Tensor-reduced atomic density representations

TL;DR

This paper introduces tensor-reduced atomic density representations that are invariant under Euclidean symmetries, scalable with the number of elements, and suitable for atomistic data analysis and machine learning tasks.

Contribution

It recasts density-based atomic environment representations as tensor factorizations, creating compact, element-independent descriptors that retain systematic convergence properties.

Findings

Representation size is independent of the number of elements.

Tensor-reduced descriptors are systematically convergable.
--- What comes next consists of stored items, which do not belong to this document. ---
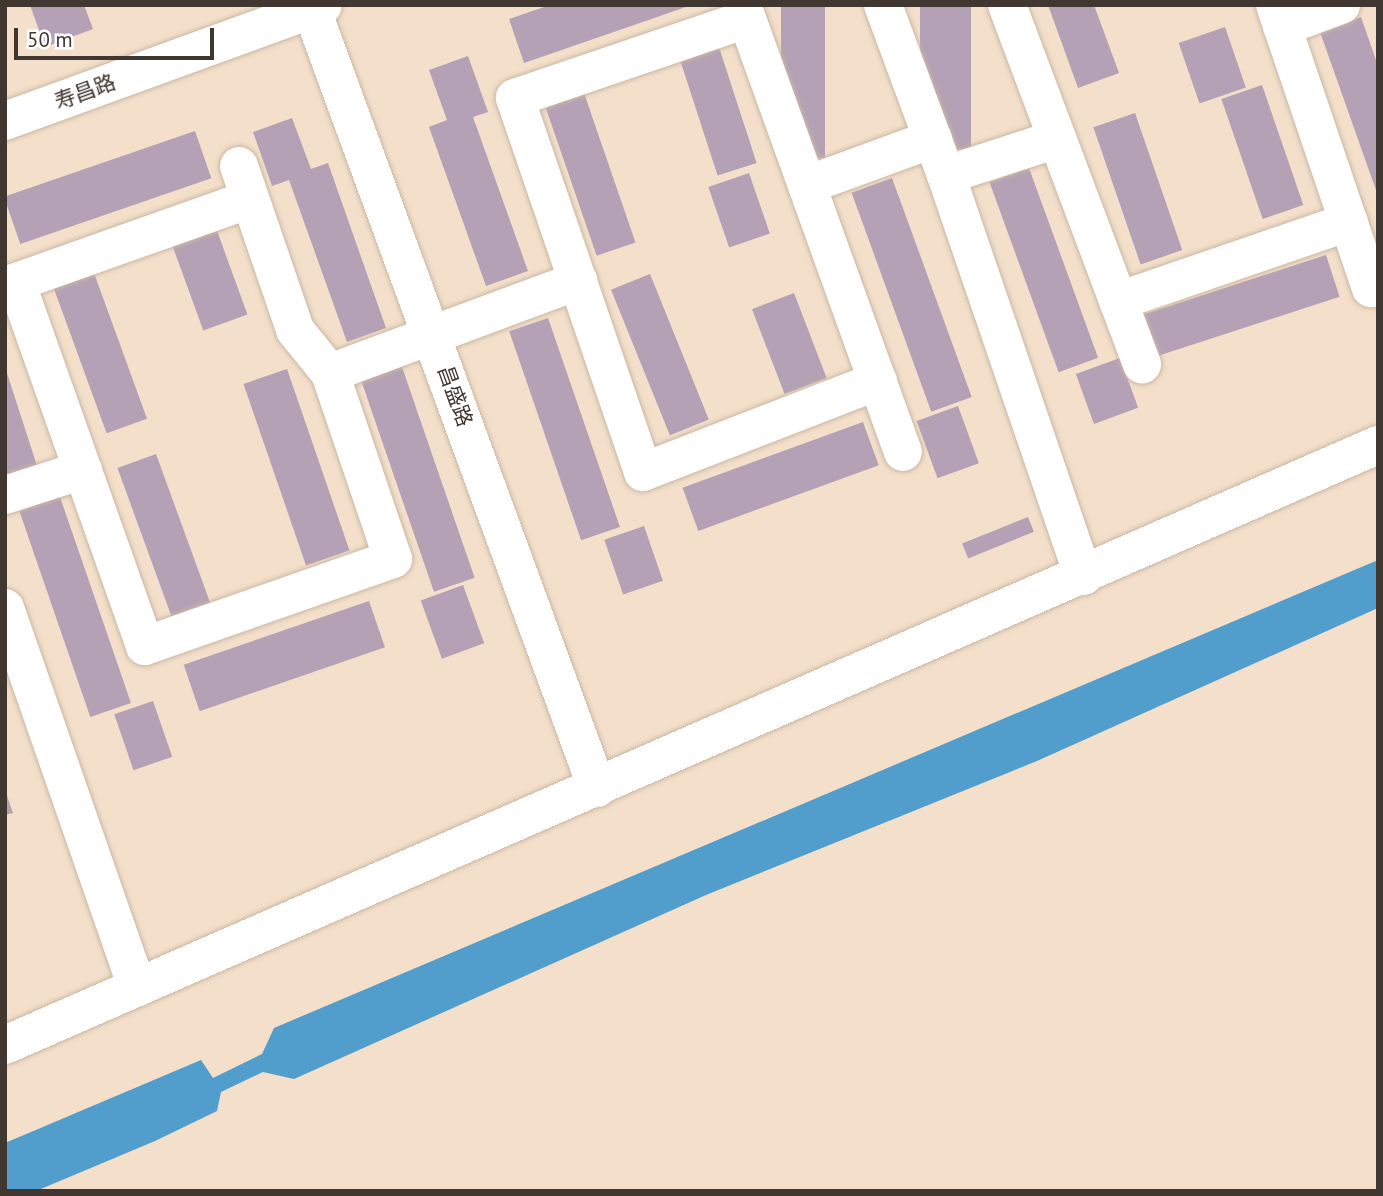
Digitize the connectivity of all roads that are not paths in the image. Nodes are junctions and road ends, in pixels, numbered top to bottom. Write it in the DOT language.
graph roads {
  1 [pos="272,5"];
  2 [pos="883,5"];
  3 [pos="1007,5"];
  4 [pos="1341,5"];
  5 [pos="318,6"];
  6 [pos="744,12"];
  7 [pos="1279,16"];
  8 [pos="5,102"];
  9 [pos="5,121"];
  10 [pos="933,139"];
  11 [pos="1057,139"];
  12 [pos="946,175"];
  13 [pos="807,184"];
  14 [pos="1349,222"];
  15 [pos="578,281"];
  16 [pos="1371,288"];
  17 [pos="1118,301"];
  18 [pos="441,333"];
  19 [pos="1142,364"];
  20 [pos="331,373"];
  21 [pos="878,381"];
  22 [pos="1378,445"];
  23 [pos="904,452"];
  24 [pos="83,470"];
  25 [pos="5,495"];
  26 [pos="1083,576"];
  27 [pos="5,608"];
  28 [pos="604,785"];
  29 [pos="137,988"];
  30 [pos="5,1045"];
  1 -- 8 [label="street, 寿昌路"];
  2 -- 10 [label="street"];
  3 -- 11 [label="street"];
  4 -- 7 [label="street"];
  5 -- 9 [label="street, 寿昌路"];
  5 -- 18 [label="street, 昌盛路"];
  6 -- 13 [label="street"];
  6 -- 15 [label="street"];
  7 -- 14 [label="street"];
  10 -- 12 [label="street"];
  10 -- 13 [label="street"];
  11 -- 12 [label="street"];
  11 -- 17 [label="street"];
  12 -- 26 [label="street"];
  13 -- 21 [label="street"];
  14 -- 16 [label="street"];
  14 -- 17 [label="street"];
  15 -- 18 [label="street"];
  15 -- 21 [label="street"];
  17 -- 19 [label="street"];
  18 -- 20 [label="street"];
  18 -- 28 [label="street, 昌盛路"];
  20 -- 24 [label="street"];
  20 -- 24 [label="street"];
  21 -- 23 [label="street"];
  22 -- 26 [label="street"];
  24 -- 25 [label="street"];
  26 -- 28 [label="street"];
  27 -- 29 [label="street"];
  28 -- 29 [label="street"];
  29 -- 30 [label="street"];
}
Applicable to various data analysis and regression tasks.

Abstract

Density based representations of atomic environments that are invariant under Euclidean symmetries have become a widely used tool in the machine learning of interatomic potentials, broader data-driven atomistic modelling and the visualisation and analysis of materials datasets.The standard mechanism used to incorporate chemical element information is to create separate densities for each element and form tensor products between them. This leads to a steep scaling in the size of the representation as the number of elements increases. Graph neural networks, which do not explicitly use density representations, escape this scaling by mapping the chemical element information into a fixed dimensional space in a learnable way. We recast this approach as tensor factorisation by exploiting the tensor structure of standard neighbour density based descriptors. In doing so, we form compact tensor-reduced representations whose size does not depend on the number of chemical elements, but remain systematically convergeable and are therefore applicable to a wide range of data analysis and regression tasks.